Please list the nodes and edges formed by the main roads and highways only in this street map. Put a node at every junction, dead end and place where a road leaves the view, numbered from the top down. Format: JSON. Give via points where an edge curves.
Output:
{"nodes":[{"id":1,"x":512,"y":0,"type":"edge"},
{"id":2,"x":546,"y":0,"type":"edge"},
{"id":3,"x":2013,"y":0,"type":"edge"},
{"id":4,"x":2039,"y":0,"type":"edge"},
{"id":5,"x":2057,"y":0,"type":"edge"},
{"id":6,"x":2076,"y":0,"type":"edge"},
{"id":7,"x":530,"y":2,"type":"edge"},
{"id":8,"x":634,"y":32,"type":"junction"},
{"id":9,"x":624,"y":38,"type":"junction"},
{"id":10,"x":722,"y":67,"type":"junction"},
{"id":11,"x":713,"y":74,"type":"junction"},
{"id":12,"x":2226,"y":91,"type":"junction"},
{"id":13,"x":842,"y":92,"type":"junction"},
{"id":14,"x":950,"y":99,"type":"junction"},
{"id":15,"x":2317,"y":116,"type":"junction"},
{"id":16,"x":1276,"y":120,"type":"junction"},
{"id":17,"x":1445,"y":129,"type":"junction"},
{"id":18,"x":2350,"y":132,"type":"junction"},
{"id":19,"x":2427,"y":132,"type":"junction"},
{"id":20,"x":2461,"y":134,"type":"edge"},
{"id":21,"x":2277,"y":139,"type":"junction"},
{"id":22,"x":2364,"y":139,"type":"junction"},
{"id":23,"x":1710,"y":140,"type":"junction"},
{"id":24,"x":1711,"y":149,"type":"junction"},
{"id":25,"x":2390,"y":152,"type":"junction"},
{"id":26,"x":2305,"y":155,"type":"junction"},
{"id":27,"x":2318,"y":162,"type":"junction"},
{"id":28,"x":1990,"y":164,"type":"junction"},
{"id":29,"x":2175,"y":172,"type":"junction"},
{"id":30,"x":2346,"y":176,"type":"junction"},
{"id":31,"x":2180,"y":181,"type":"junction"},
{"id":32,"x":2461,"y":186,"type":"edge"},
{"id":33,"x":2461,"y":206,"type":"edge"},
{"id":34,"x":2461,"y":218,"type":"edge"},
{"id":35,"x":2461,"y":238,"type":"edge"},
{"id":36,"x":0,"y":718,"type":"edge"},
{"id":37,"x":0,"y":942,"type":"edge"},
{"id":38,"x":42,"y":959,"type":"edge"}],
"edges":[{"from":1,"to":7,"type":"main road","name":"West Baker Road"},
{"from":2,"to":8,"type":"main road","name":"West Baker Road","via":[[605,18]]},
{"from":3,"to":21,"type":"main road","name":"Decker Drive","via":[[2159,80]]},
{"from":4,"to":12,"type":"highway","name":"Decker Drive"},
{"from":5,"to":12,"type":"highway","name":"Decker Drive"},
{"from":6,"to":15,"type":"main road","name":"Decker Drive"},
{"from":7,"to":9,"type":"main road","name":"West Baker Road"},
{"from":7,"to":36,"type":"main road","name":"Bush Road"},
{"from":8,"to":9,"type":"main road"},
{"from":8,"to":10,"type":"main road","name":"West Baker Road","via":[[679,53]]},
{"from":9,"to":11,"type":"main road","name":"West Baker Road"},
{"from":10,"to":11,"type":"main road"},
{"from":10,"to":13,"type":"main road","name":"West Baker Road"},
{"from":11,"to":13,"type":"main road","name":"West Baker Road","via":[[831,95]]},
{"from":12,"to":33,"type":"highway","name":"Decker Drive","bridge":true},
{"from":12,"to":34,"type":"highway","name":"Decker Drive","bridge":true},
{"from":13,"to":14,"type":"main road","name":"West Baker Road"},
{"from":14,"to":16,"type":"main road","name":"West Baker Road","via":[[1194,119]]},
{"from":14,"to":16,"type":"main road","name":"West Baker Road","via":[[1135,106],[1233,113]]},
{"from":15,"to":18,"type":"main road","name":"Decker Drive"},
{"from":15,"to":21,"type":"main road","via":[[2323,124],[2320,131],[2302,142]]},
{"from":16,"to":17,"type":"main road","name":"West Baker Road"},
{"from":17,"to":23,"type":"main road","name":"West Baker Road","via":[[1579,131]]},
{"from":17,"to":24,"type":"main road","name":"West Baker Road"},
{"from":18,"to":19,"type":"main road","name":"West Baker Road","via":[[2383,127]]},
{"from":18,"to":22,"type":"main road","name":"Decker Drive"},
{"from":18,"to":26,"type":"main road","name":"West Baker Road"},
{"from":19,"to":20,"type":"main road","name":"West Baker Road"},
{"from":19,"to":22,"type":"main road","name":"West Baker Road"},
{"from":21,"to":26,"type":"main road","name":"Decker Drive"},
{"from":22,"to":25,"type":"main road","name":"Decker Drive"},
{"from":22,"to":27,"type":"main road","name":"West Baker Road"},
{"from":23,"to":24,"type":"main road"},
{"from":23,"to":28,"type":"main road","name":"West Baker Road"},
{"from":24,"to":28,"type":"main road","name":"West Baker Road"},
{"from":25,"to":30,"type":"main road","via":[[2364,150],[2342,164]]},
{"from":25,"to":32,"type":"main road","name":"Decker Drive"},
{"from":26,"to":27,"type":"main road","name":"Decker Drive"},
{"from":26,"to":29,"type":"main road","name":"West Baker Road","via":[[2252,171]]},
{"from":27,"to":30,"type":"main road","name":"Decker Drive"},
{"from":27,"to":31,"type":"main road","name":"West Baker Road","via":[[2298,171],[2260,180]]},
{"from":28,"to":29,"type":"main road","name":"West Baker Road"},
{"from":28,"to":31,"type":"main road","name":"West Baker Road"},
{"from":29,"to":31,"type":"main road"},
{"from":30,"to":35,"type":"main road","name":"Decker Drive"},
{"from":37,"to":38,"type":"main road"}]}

YOUR OBJECTIVE - Your answer must be the full listing, restated word for word.

EXERCISE RESULT -
Please list the nodes and edges formed by the main roads and highways only in this street map. Put a node at every junction, dead end and place where a road leaves the view, numbered from the top down. Format: JSON. Give via points where an edge curves.
Output:
{"nodes":[{"id":1,"x":512,"y":0,"type":"edge"},
{"id":2,"x":546,"y":0,"type":"edge"},
{"id":3,"x":2013,"y":0,"type":"edge"},
{"id":4,"x":2039,"y":0,"type":"edge"},
{"id":5,"x":2057,"y":0,"type":"edge"},
{"id":6,"x":2076,"y":0,"type":"edge"},
{"id":7,"x":530,"y":2,"type":"edge"},
{"id":8,"x":634,"y":32,"type":"junction"},
{"id":9,"x":624,"y":38,"type":"junction"},
{"id":10,"x":722,"y":67,"type":"junction"},
{"id":11,"x":713,"y":74,"type":"junction"},
{"id":12,"x":2226,"y":91,"type":"junction"},
{"id":13,"x":842,"y":92,"type":"junction"},
{"id":14,"x":950,"y":99,"type":"junction"},
{"id":15,"x":2317,"y":116,"type":"junction"},
{"id":16,"x":1276,"y":120,"type":"junction"},
{"id":17,"x":1445,"y":129,"type":"junction"},
{"id":18,"x":2350,"y":132,"type":"junction"},
{"id":19,"x":2427,"y":132,"type":"junction"},
{"id":20,"x":2461,"y":134,"type":"edge"},
{"id":21,"x":2277,"y":139,"type":"junction"},
{"id":22,"x":2364,"y":139,"type":"junction"},
{"id":23,"x":1710,"y":140,"type":"junction"},
{"id":24,"x":1711,"y":149,"type":"junction"},
{"id":25,"x":2390,"y":152,"type":"junction"},
{"id":26,"x":2305,"y":155,"type":"junction"},
{"id":27,"x":2318,"y":162,"type":"junction"},
{"id":28,"x":1990,"y":164,"type":"junction"},
{"id":29,"x":2175,"y":172,"type":"junction"},
{"id":30,"x":2346,"y":176,"type":"junction"},
{"id":31,"x":2180,"y":181,"type":"junction"},
{"id":32,"x":2461,"y":186,"type":"edge"},
{"id":33,"x":2461,"y":206,"type":"edge"},
{"id":34,"x":2461,"y":218,"type":"edge"},
{"id":35,"x":2461,"y":238,"type":"edge"},
{"id":36,"x":0,"y":718,"type":"edge"},
{"id":37,"x":0,"y":942,"type":"edge"},
{"id":38,"x":42,"y":959,"type":"edge"}],
"edges":[{"from":1,"to":7,"type":"main road","name":"West Baker Road"},
{"from":2,"to":8,"type":"main road","name":"West Baker Road","via":[[605,18]]},
{"from":3,"to":21,"type":"main road","name":"Decker Drive","via":[[2159,80]]},
{"from":4,"to":12,"type":"highway","name":"Decker Drive"},
{"from":5,"to":12,"type":"highway","name":"Decker Drive"},
{"from":6,"to":15,"type":"main road","name":"Decker Drive"},
{"from":7,"to":9,"type":"main road","name":"West Baker Road"},
{"from":7,"to":36,"type":"main road","name":"Bush Road"},
{"from":8,"to":9,"type":"main road"},
{"from":8,"to":10,"type":"main road","name":"West Baker Road","via":[[679,53]]},
{"from":9,"to":11,"type":"main road","name":"West Baker Road"},
{"from":10,"to":11,"type":"main road"},
{"from":10,"to":13,"type":"main road","name":"West Baker Road"},
{"from":11,"to":13,"type":"main road","name":"West Baker Road","via":[[831,95]]},
{"from":12,"to":33,"type":"highway","name":"Decker Drive","bridge":true},
{"from":12,"to":34,"type":"highway","name":"Decker Drive","bridge":true},
{"from":13,"to":14,"type":"main road","name":"West Baker Road"},
{"from":14,"to":16,"type":"main road","name":"West Baker Road","via":[[1194,119]]},
{"from":14,"to":16,"type":"main road","name":"West Baker Road","via":[[1135,106],[1233,113]]},
{"from":15,"to":18,"type":"main road","name":"Decker Drive"},
{"from":15,"to":21,"type":"main road","via":[[2323,124],[2320,131],[2302,142]]},
{"from":16,"to":17,"type":"main road","name":"West Baker Road"},
{"from":17,"to":23,"type":"main road","name":"West Baker Road","via":[[1579,131]]},
{"from":17,"to":24,"type":"main road","name":"West Baker Road"},
{"from":18,"to":19,"type":"main road","name":"West Baker Road","via":[[2383,127]]},
{"from":18,"to":22,"type":"main road","name":"Decker Drive"},
{"from":18,"to":26,"type":"main road","name":"West Baker Road"},
{"from":19,"to":20,"type":"main road","name":"West Baker Road"},
{"from":19,"to":22,"type":"main road","name":"West Baker Road"},
{"from":21,"to":26,"type":"main road","name":"Decker Drive"},
{"from":22,"to":25,"type":"main road","name":"Decker Drive"},
{"from":22,"to":27,"type":"main road","name":"West Baker Road"},
{"from":23,"to":24,"type":"main road"},
{"from":23,"to":28,"type":"main road","name":"West Baker Road"},
{"from":24,"to":28,"type":"main road","name":"West Baker Road"},
{"from":25,"to":30,"type":"main road","via":[[2364,150],[2342,164]]},
{"from":25,"to":32,"type":"main road","name":"Decker Drive"},
{"from":26,"to":27,"type":"main road","name":"Decker Drive"},
{"from":26,"to":29,"type":"main road","name":"West Baker Road","via":[[2252,171]]},
{"from":27,"to":30,"type":"main road","name":"Decker Drive"},
{"from":27,"to":31,"type":"main road","name":"West Baker Road","via":[[2298,171],[2260,180]]},
{"from":28,"to":29,"type":"main road","name":"West Baker Road"},
{"from":28,"to":31,"type":"main road","name":"West Baker Road"},
{"from":29,"to":31,"type":"main road"},
{"from":30,"to":35,"type":"main road","name":"Decker Drive"},
{"from":37,"to":38,"type":"main road"}]}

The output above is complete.